Start of Block

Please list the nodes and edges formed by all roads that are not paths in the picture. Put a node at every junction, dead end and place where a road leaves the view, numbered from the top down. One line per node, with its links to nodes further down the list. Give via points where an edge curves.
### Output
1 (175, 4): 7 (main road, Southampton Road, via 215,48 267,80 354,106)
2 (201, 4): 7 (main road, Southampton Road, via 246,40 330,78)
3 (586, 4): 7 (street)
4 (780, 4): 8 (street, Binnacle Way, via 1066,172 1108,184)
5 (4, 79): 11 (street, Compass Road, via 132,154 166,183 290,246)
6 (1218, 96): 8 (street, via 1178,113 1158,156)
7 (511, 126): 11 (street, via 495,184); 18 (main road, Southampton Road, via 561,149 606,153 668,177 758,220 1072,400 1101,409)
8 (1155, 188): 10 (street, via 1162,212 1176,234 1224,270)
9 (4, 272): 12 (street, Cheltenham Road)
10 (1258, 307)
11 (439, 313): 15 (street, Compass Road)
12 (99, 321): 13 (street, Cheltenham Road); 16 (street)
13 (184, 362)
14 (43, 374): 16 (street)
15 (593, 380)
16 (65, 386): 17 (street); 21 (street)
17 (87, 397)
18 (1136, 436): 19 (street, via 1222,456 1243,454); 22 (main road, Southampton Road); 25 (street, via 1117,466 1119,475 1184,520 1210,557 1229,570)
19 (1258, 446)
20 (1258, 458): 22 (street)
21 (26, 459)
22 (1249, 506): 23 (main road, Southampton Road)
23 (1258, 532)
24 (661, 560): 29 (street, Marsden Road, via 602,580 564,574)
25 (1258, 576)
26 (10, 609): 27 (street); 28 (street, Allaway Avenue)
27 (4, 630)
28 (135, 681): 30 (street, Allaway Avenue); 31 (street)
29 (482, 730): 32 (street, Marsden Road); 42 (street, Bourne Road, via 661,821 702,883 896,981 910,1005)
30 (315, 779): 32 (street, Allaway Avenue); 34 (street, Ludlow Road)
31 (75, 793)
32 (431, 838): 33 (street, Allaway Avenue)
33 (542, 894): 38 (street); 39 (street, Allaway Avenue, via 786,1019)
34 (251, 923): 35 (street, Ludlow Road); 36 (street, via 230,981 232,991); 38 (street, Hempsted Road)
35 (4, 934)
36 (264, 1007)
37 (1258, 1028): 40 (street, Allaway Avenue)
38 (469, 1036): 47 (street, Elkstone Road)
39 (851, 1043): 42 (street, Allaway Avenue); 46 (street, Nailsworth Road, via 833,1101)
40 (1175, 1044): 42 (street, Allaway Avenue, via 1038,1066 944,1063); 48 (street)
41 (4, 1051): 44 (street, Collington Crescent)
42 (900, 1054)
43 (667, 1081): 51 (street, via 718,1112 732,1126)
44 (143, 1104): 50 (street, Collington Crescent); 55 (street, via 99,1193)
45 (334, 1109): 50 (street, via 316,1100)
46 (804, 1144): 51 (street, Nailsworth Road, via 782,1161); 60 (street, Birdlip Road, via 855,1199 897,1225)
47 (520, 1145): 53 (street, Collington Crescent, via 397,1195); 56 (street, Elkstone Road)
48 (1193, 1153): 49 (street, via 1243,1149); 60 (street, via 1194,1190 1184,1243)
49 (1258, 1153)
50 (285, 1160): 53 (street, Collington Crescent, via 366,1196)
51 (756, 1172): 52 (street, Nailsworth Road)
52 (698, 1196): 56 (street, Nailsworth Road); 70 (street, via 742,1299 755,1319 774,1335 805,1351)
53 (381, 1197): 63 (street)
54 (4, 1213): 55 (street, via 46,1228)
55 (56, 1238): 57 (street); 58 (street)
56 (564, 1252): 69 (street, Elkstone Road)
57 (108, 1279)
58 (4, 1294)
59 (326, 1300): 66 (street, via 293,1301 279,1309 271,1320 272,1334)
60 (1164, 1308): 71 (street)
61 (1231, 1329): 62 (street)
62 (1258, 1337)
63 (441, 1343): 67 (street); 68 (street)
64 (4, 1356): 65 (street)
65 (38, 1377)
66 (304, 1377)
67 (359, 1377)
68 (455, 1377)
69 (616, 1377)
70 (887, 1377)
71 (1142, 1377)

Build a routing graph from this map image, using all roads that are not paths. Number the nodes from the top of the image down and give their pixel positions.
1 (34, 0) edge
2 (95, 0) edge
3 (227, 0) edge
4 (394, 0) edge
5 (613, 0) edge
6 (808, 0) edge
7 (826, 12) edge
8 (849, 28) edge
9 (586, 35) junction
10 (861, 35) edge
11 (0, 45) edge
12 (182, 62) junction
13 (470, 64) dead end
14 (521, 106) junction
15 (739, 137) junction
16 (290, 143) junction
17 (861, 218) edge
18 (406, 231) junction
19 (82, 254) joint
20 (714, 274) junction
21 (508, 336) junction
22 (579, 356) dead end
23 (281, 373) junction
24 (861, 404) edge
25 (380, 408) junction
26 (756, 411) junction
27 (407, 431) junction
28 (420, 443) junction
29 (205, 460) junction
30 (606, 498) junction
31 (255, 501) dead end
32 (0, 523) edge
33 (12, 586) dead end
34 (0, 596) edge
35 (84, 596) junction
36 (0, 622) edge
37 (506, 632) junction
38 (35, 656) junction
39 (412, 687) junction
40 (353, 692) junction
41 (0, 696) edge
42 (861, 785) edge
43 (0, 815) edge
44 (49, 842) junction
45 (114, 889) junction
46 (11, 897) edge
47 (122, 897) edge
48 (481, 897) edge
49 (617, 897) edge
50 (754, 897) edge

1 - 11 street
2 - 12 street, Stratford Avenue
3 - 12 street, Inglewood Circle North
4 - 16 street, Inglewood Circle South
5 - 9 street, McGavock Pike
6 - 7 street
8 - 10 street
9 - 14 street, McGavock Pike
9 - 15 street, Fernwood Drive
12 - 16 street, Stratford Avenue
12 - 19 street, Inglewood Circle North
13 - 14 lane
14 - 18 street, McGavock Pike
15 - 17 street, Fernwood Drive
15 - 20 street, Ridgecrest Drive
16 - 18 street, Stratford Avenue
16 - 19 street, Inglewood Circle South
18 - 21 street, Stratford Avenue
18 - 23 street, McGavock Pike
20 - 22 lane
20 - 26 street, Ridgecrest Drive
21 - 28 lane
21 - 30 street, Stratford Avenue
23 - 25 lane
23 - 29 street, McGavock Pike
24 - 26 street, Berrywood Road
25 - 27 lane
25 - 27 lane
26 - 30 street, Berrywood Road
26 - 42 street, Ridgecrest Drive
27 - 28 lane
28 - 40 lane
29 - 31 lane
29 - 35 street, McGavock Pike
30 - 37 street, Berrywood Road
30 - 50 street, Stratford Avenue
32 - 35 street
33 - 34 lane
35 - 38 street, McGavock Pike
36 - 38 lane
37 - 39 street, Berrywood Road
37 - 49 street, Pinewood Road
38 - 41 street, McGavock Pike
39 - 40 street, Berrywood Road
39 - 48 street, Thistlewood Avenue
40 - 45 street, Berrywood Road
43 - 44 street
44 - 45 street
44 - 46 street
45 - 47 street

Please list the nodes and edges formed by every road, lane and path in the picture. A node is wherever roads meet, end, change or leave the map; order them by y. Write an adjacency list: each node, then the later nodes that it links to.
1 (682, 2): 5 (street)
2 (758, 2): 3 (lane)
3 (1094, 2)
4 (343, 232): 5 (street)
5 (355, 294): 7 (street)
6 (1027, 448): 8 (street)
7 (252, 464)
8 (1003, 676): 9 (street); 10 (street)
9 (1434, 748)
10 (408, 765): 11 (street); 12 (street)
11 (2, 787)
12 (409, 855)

End of Block

— The task —
What is the number of lines in the listing above that contain the word "Marsden"? Reply with that number alone.

— Written response —
2